> [Task prompt] Track down every line below that holds "Over" and copy it.

──────── Task data

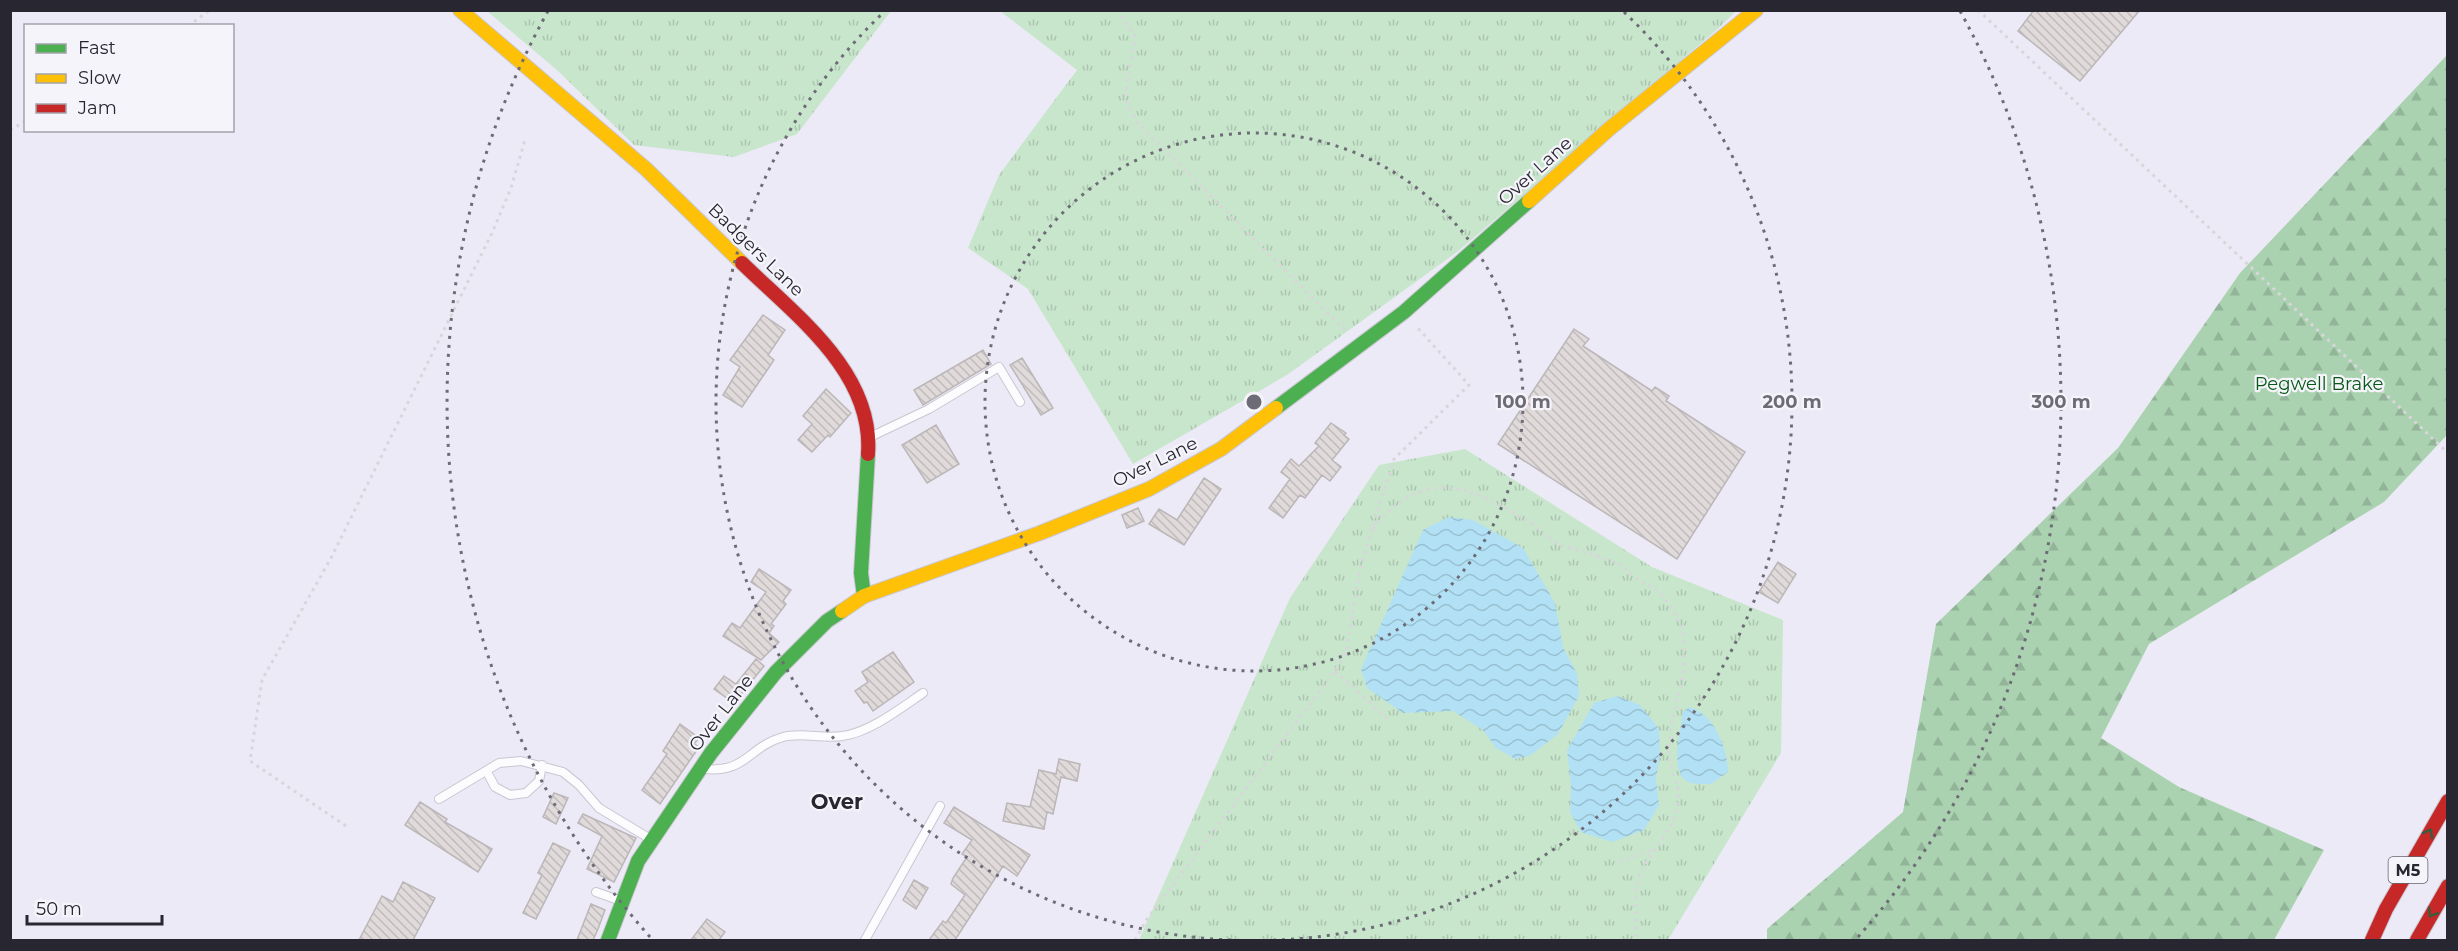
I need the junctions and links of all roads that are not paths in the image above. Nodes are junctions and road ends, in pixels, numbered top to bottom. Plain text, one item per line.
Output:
1 (460, 10) edge
2 (1756, 10) edge
3 (1020, 402) dead end
4 (868, 438) junction
5 (864, 596) junction
6 (923, 693) dead end
7 (542, 765) junction
8 (701, 768) junction
9 (487, 772) junction
10 (439, 799) dead end
11 (2448, 801) edge
12 (940, 806) dead end
13 (652, 840) junction
14 (2448, 886) edge
15 (596, 892) dead end
16 (621, 901) junction
17 (608, 940) edge
18 (864, 940) edge
19 (2372, 940) edge
20 (2417, 940) edge

1 - 4 main road, Badgers Lane
2 - 5 main road, Over Lane
3 - 4 lane
4 - 5 main road, Badgers Lane
5 - 8 main road, Over Lane
6 - 8 lane
7 - 9 lane
7 - 9 lane
7 - 13 lane
8 - 13 main road, Over Lane
9 - 10 lane
19 -> 11 main road, M5
12 - 18 lane
13 - 16 main road, Over Lane
14 -> 20 main road, M5
15 - 16 lane
16 - 17 main road, Over Lane

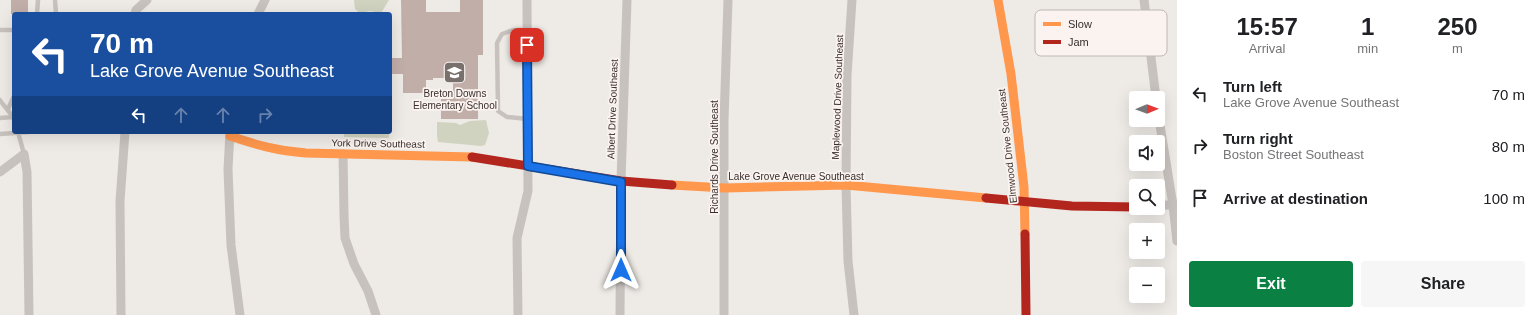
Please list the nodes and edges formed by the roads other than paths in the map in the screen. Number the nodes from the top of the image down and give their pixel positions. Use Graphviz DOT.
graph roads {
  1 [pos="38,0"];
  2 [pos="55,0"];
  3 [pos="147,0"];
  4 [pos="265,0"];
  5 [pos="527,0"];
  6 [pos="626,0"];
  7 [pos="728,0"];
  8 [pos="852,0"];
  9 [pos="998,0"];
  10 [pos="1144,0"];
  11 [pos="1145,10"];
  12 [pos="37,12"];
  13 [pos="56,12"];
  14 [pos="136,12"];
  15 [pos="259,12"];
  16 [pos="0,30"];
  17 [pos="12,30"];
  18 [pos="527,30"];
  19 [pos="1151,56"];
  20 [pos="1155,91"];
  21 [pos="0,100"];
  22 [pos="12,101"];
  23 [pos="8,110"];
  24 [pos="12,115"];
  25 [pos="0,118"];
  26 [pos="12,118"];
  27 [pos="528,119"];
  28 [pos="1161,127"];
  29 [pos="12,133"];
  30 [pos="0,134"];
  31 [pos="19,134"];
  32 [pos="125,134"];
  33 [pos="230,134"];
  34 [pos="24,154"];
  35 [pos="343,154"];
  36 [pos="528,166"];
  37 [pos="0,172"];
  38 [pos="621,182"];
  39 [pos="846,186"];
  40 [pos="725,188"];
  41 [pos="1024,202"];
  42 [pos="1175,205"];
  43 [pos="1165,206"];
  44 [pos="1129,207"];
  45 [pos="1177,241"];
  46 [pos="29,315"];
  47 [pos="121,315"];
  48 [pos="240,315"];
  49 [pos="376,315"];
  50 [pos="518,315"];
  51 [pos="620,315"];
  52 [pos="724,315"];
  53 [pos="854,315"];
  54 [pos="1026,315"];
  1 -- 12 [label="lane"];
  2 -- 13 [label="lane"];
  3 -- 14 [label="street"];
  4 -- 15 [label="street"];
  5 -- 18 [label="street"];
  6 -- 38 [label="street, Albert Drive Southeast"];
  7 -- 40 [label="street, Richards Drive Southeast"];
  8 -- 39 [label="street, Maplewood Drive Southeast"];
  9 -- 41 [label="street, Elmwood Drive Southeast"];
  10 -- 11 [label="street"];
  16 -- 17 [label="lane"];
  18 -- 27 [label="street"];
  18 -- 27 [label="lane"];
  19 -- 20 [label="street"];
  21 -- 23 [label="lane"];
  22 -- 23 [label="lane"];
  23 -- 24 [label="lane"];
  25 -- 26 [label="lane"];
  27 -- 36 [label="street"];
  28 -- 42 [label="street"];
  29 -- 30 [label="lane"];
  31 -- 34 [label="lane"];
  32 -- 47 [label="street"];
  33 -- 35 [label="street, York Drive Southeast"];
  33 -- 48 [label="street"];
  34 -- 37 [label="street"];
  34 -- 46 [label="street"];
  35 -- 36 [label="street, York Drive Southeast"];
  35 -- 49 [label="street"];
  36 -- 38 [label="street, Lake Grove Avenue Southeast"];
  36 -- 50 [label="street"];
  38 -- 40 [label="street, Lake Grove Avenue Southeast"];
  38 -- 51 [label="street, Albert Drive Southeast"];
  39 -- 40 [label="street, Lake Grove Avenue Southeast"];
  39 -- 41 [label="street, Lake Grove Avenue Southeast"];
  39 -- 53 [label="street, Maplewood Drive Southeast"];
  40 -- 52 [label="street, Richards Drive Southeast"];
  41 -- 44 [label="street, Lake Grove Avenue Southeast"];
  41 -- 54 [label="street, Elmwood Drive Southeast"];
  42 -- 43 [label="street"];
  42 -- 45 [label="street"];
}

────────────────

> [Response to this exercise]
2 - 5 main road, Over Lane
5 - 8 main road, Over Lane
8 - 13 main road, Over Lane
13 - 16 main road, Over Lane
16 - 17 main road, Over Lane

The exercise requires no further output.